Keep the images out while you retype all of the data exactly.

•••••

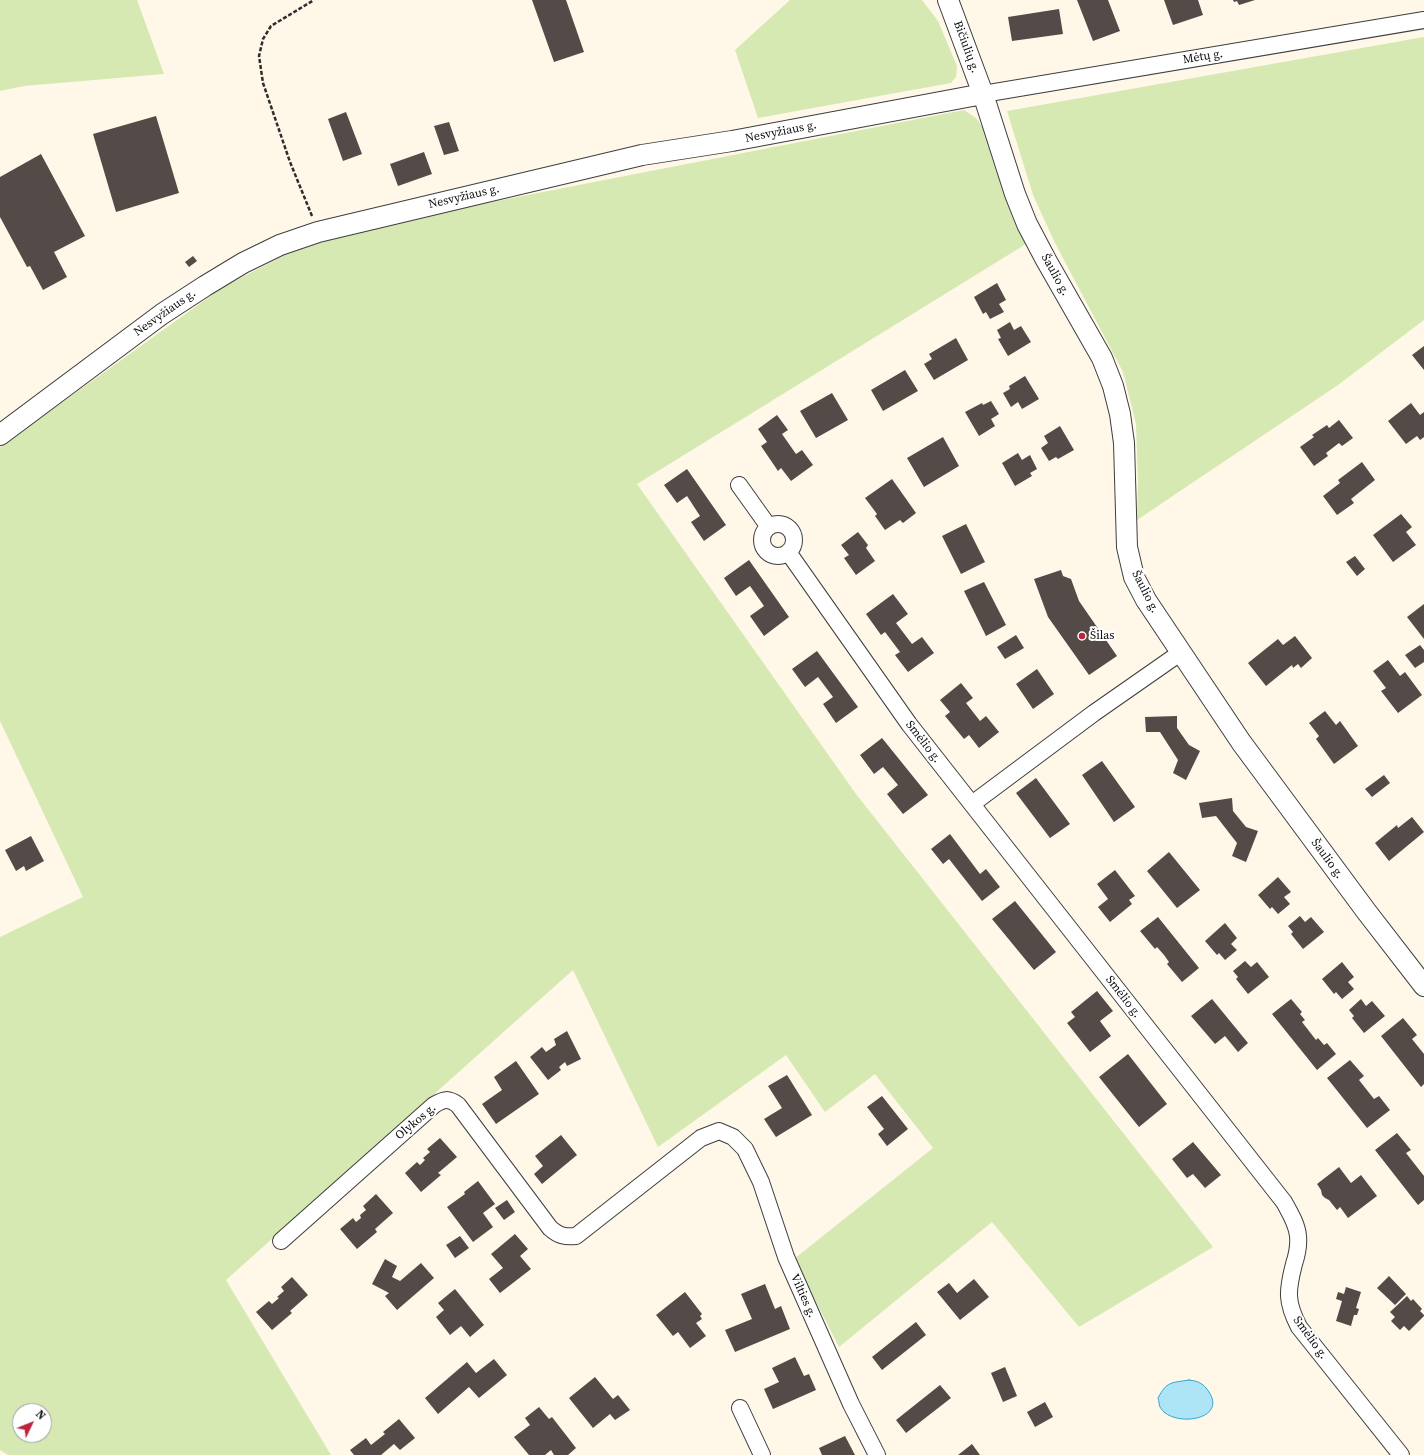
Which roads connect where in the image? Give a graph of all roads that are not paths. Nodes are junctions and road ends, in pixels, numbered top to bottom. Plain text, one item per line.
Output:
1 (948, 0) edge
2 (1424, 20) edge
3 (983, 94) junction
4 (0, 435) edge
5 (739, 485) dead end
6 (770, 527) junction
7 (788, 552) junction
8 (1180, 653) junction
9 (972, 804) junction
10 (1424, 986) edge
11 (550, 1228) joint
12 (281, 1241) dead end
13 (740, 1408) dead end
14 (762, 1455) edge
15 (877, 1455) edge
16 (1401, 1455) edge

1 - 3 street, Bičiulių g.
2 - 3 street, Mėtų g.
3 - 4 street, Nesvyžiaus g.
3 - 8 street, Šaulio g.
5 - 6 street
6 - 7 street
6 - 7 street
7 - 9 street, Smėlio g.
8 - 9 street
8 - 10 street, Šaulio g.
9 - 16 street, Smėlio g.
11 - 12 street, Olykos g.
11 - 15 street, Vilties g.
13 - 14 street

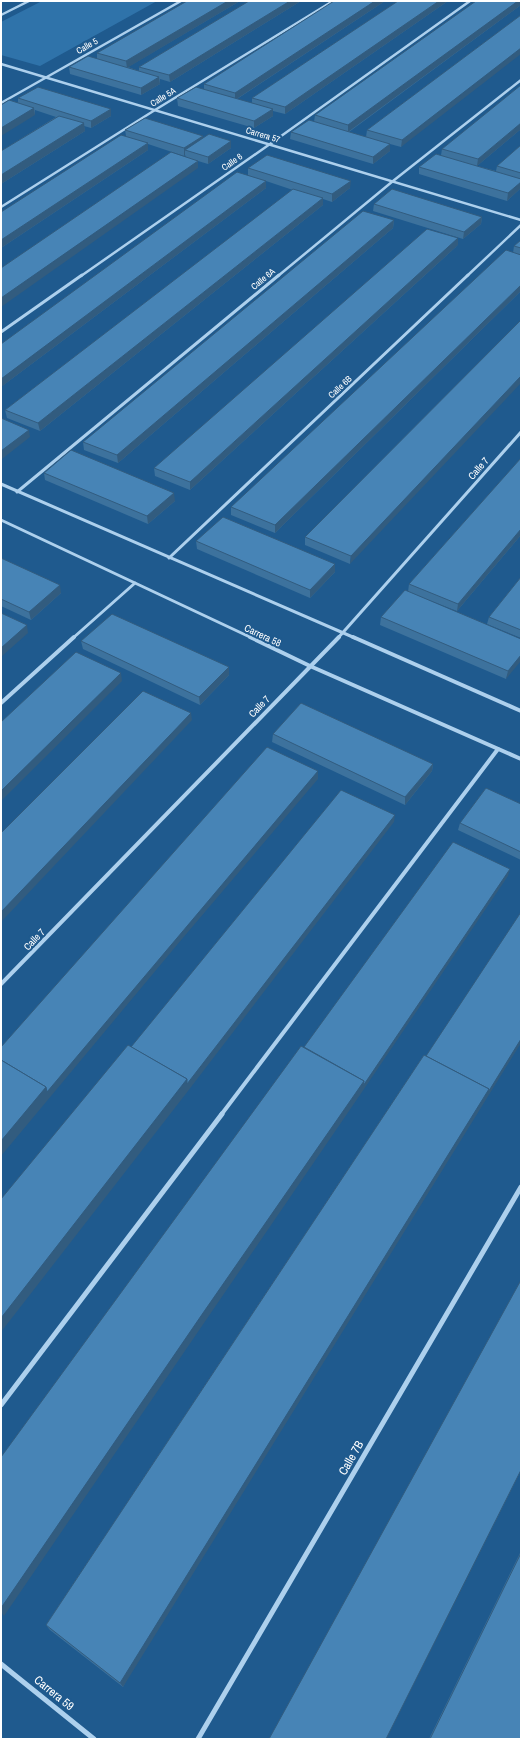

•••••

* _Solution for this task_:
Which roads connect where in the image? Give a graph of all roads that are not paths. Nodes are junctions and road ends, in pixels, numbered top to bottom. Plain text, one item per line.
Output:
1 (948, 0) edge
2 (1424, 20) edge
3 (983, 94) junction
4 (0, 435) edge
5 (739, 485) dead end
6 (770, 527) junction
7 (788, 552) junction
8 (1180, 653) junction
9 (972, 804) junction
10 (1424, 986) edge
11 (550, 1228) joint
12 (281, 1241) dead end
13 (740, 1408) dead end
14 (762, 1455) edge
15 (877, 1455) edge
16 (1401, 1455) edge

1 - 3 street, Bičiulių g.
2 - 3 street, Mėtų g.
3 - 4 street, Nesvyžiaus g.
3 - 8 street, Šaulio g.
5 - 6 street
6 - 7 street
6 - 7 street
7 - 9 street, Smėlio g.
8 - 9 street
8 - 10 street, Šaulio g.
9 - 16 street, Smėlio g.
11 - 12 street, Olykos g.
11 - 15 street, Vilties g.
13 - 14 street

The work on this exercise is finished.